Wie ist euer Verhältnis zu den Anhängern der Muslimbruderschaft?
Auch das gestaltet sich schwierig. Wir beteiligen uns nicht an ihren Demonstrationen, das können wir nicht. Nicht nur wegen des harten Vorgehens der Sicherheitskräfte, sondern auch weil die Slogans der Muslimbrüder so sektiererisch sind und sie weiterhin für Mursi als Präsidenten eintreten. Diese Forderung unterstützen wir nicht.
Wie es aussieht, hat das Regime die gesamte erste und zweite Riege der Muslimbruderschaft inhaftiert.
Die Muslimbruderschaft wird das überleben. Sie ist so groß und so tief verwurzelt, dass sie diese Angriffe wegstecken kann. Wir könnten das nicht. Wenn die Reste der organisierten Linken in dieser Weise angegriffen würden, wären wir für Jahre von der Bildfläche verschwunden. Die Positionen, die wir vertreten, finden bei den jungen Anhängern der Muslimbrüder Anklang. Das kann man zum Beispiel an ihren Kommentaren auf Facebook erkennen. Wie man sich vorstellen kann, fragen sie uns aber, warum wir nicht mit ihnen zusammen auf die Straße gehen.
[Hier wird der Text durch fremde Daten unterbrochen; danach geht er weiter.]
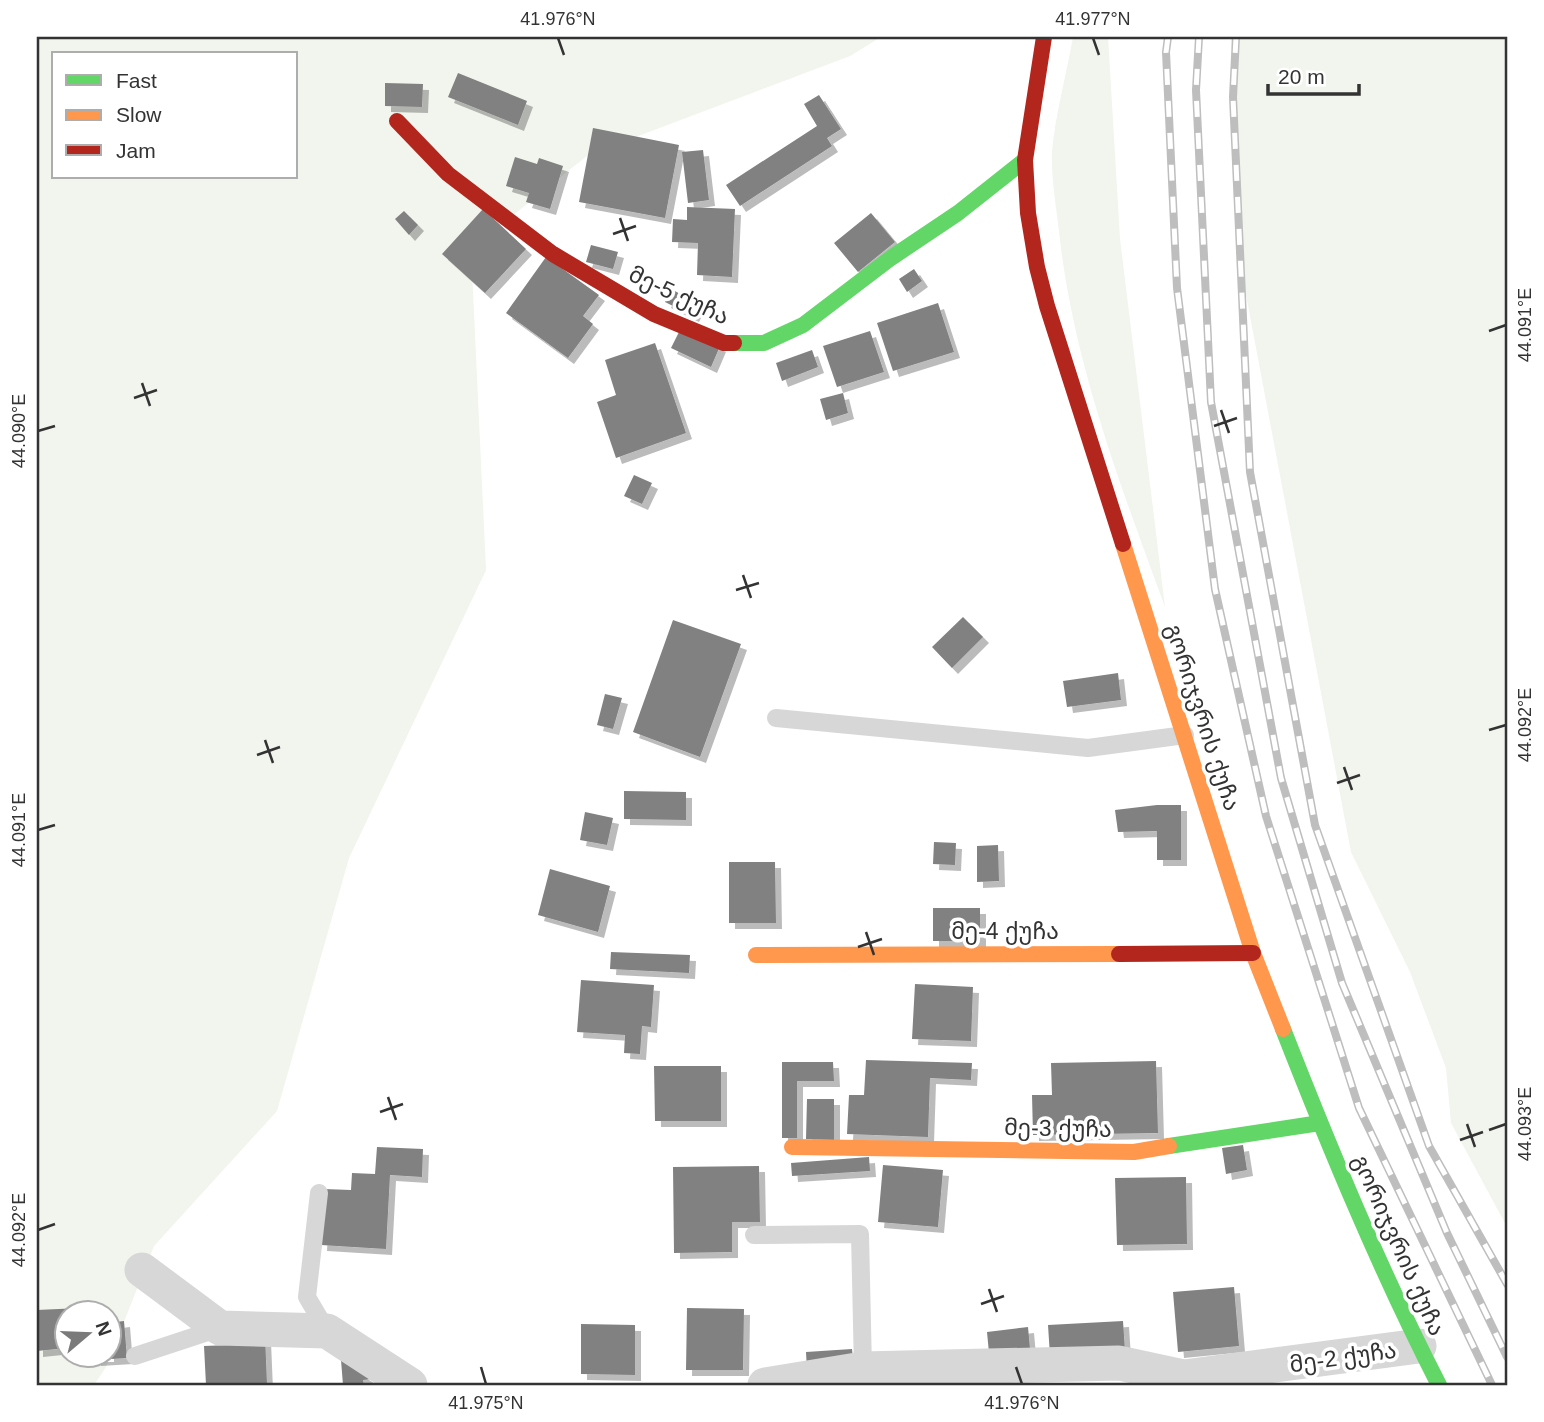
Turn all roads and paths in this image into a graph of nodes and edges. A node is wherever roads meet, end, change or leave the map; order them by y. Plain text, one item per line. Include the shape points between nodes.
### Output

Gleichzeitig werden wir von den Leuten, die das Militär unterstützen, als Teil einer Verschwörung der Muslimbruderschaft verleumdet. Wir befinden uns also in einer sehr isolierten, einsamen Lage. Wir werden von allen Seiten angegriffen. Es ist äußerst schwierig, in dieser Situation eine unabhängige Linie zu verfolgen und die Menschen für den Kampf zu mobilisieren.
Was ist aus der Gewerkschaftsbewegung geworden?
Der Vorsitzende der Föderation unabhängiger Gewerkschaften, Kamal Abu Eita ist jetzt Arbeitsminister und einer der überzeugtesten Vertreter des Militärregimes. Das ist ein gewaltiger Schlag ins Gesicht der unabhängigen Gewerkschaftsbewegung.
Eine eigenartige Definition von »unabhängig«.
Es ist tragisch. Die Gewerkschaftsbewegung war eine ernstzunehmende und unabhängige Bewegung, die während der Massenstreiks aus Streikkomitees entstand. Abu Eita war einer der wichtigsten Anführer dieses Kampfes. Was aus ihm geworden ist, zeigt das enorme Ausmaß des Verrats, der in Ägypten stattgefunden hat.
Gibt es außer von den Muslimbrüdern keinen Widerstand gegen die Regierung?
Von außen betrachtet entsteht der Eindruck, als gäbe es eine überwältigende Zustimmung zu Al-Sisi und sonst nichts. Wenn man sich die Unterstützer von Al-Sisi aber genauer anschaut, zeigt sich, dass sie ein sehr widersprüchliches Bewusstsein haben und sehr unterschiedliche Gründe für ihre Unterstützung haben – von ihren Hoffnungen gar nicht zu reden. Und ihre Erwartungen werden nicht erfüllt.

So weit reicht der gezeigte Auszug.